The Twinheads extracorporeal shock wave lithotriptor (THSWL) is composed of 2 identical shock wave generators and reflectors. One reflector is under the table and the other is over the table with a variable angle between the axes of the 2 reflectors. The 2 reflectors share a common second focal point, making it possible to deliver an almost synchronous twin pulse to the targeted stone. We studied the optimal parameters for in vitro stone fragmentation. Two types of 1 cm artificial stones were used, namely Bon(n)-stones of 3 compositions (75% calcium oxalate monohydrate [COM] plus 25% uric acid, struvite and cystine) and plaster of Paris. The parameters tested were shock wave number (100, 500 and 1,000), shock wave power (8, 11 and 14 kV) and angle between the reflector axes (67, 90 and 105 degrees). After the optimal parameters were determined we studied the disintegrative efficacy of THSWL for 3 types of human urinary calculi, including COM, calcium hydrogen phosphate (brushite) and cystine. Each stone received 1,000 twin shock waves at 14 kV with an angle of 90 degrees between the reflectors. All experiments were done using a rate of 60 twin shock waves per minute. Following lithotripsy stone fragments were processed and sized. The ratio of the weight of fragments greater than 2 mm-to-total weight of all fragments was calculated. Optimal stone fragmentation results for THSWL were obtained with the maximum number of shock waves (1,000) and full power (14 kV). There was no significant statistical difference in fragment size or the ratio of fragments greater than 2 mm with the use of different angles except for cystine and plaster of Paris calculi, for which the right angle was most effective. At application of the optimal parameters to human stones THSWL produced small fragment size for COM and cystine stones, while brushite stones were not fragmented to the same extent.

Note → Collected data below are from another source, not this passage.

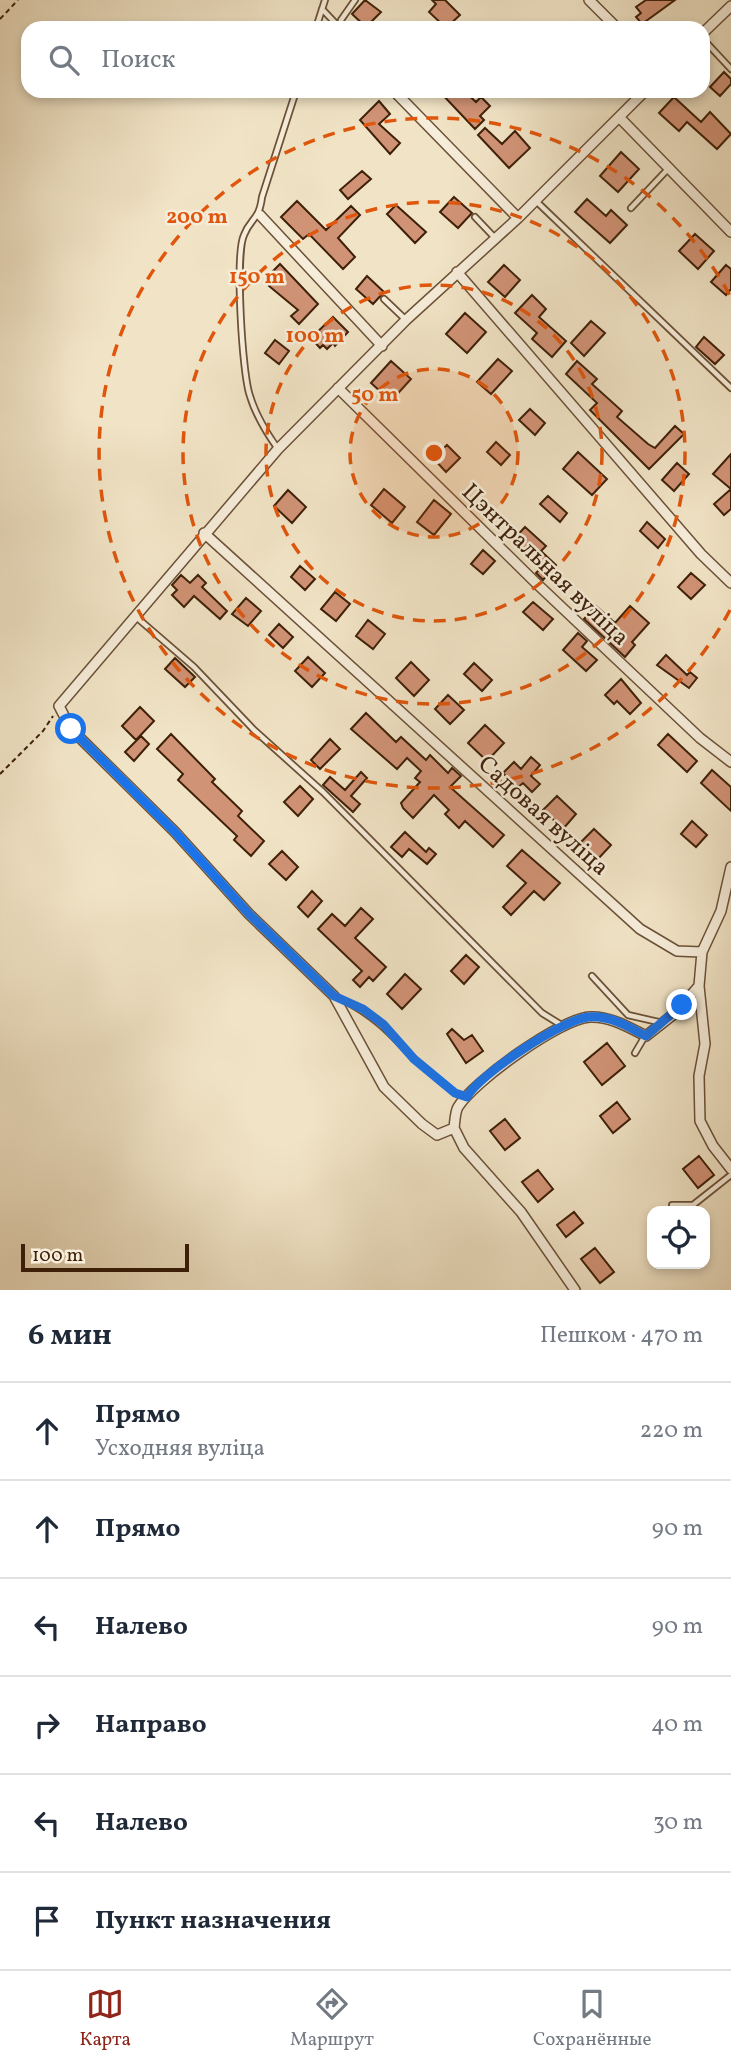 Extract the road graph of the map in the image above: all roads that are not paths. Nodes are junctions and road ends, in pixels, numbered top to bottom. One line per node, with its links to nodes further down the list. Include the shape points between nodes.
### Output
1 (325, 0): 5 (lane)
2 (355, 0): 8 (lane)
3 (589, 0): 9 (street)
4 (731, 6): 10 (street)
5 (322, 9): 6 (lane); 7 (lane)
6 (318, 21)
7 (334, 21)
8 (342, 21)
9 (610, 21)
10 (710, 26)
11 (710, 46): 12 (lane)
12 (731, 69)
13 (294, 98): 20 (lane)
14 (401, 98): 22 (street)
15 (638, 98): 16 (street)
16 (619, 117): 17 (street); 18 (street)
17 (667, 170): 19 (lane); 23 (street)
18 (535, 200): 22 (street); 29 (lane)
19 (631, 208)
20 (260, 215): 28 (street); 31 (lane, via 243,235 245,367 261,425)
21 (474, 217): 24 (lane)
22 (518, 218): 24 (street)
23 (731, 232)
24 (495, 238): 25 (street)
25 (457, 272): 27 (street); 33 (street)
26 (384, 299): 27 (lane)
27 (406, 320): 28 (street)
28 (382, 345): 30 (street)
29 (731, 387)
30 (338, 388): 31 (street); 35 (street, Цэнтральная вуліца, via 535,582)
31 (278, 449): 32 (street)
32 (204, 533): 34 (street); 37 (street, Садовая вуліца, via 640,929 677,951)
33 (731, 583)
34 (135, 616): 40 (street, via 59,706 71,729); 42 (lane, via 352,820 542,1013)
35 (731, 762)
36 (731, 867): 37 (street, via 721,911)
37 (702, 952): 39 (street)
38 (592, 976): 41 (lane, via 628,1015)
39 (699, 986): 41 (street); 47 (street, via 705,1045 699,1076 700,1121)
40 (334, 996): 45 (lane, via 383,1024); 46 (street, via 384,1087 437,1135)
41 (664, 1023): 43 (street)
42 (563, 1027): 43 (street, via 579,1018 599,1017); 46 (street, via 484,1077 457,1108)
43 (646, 1036): 44 (lane)
44 (635, 1053)
45 (414, 1059)
46 (454, 1128): 50 (street, via 464,1148 521,1212)
47 (731, 1168)
48 (731, 1175): 49 (lane, via 694,1205)
49 (672, 1205)
50 (575, 1290)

The efficacy of synchronous twin pulse technology improves as the number of shock waves and power increase. A 90-degree angle between the shock wave reflectors is advantageous for certain stones (that is cystine and plaster of Paris) but it is not a factor for other stone compositions. THSWL has satisfactory disintegrative efficacy for human stones, especially COM and cysteine calculi.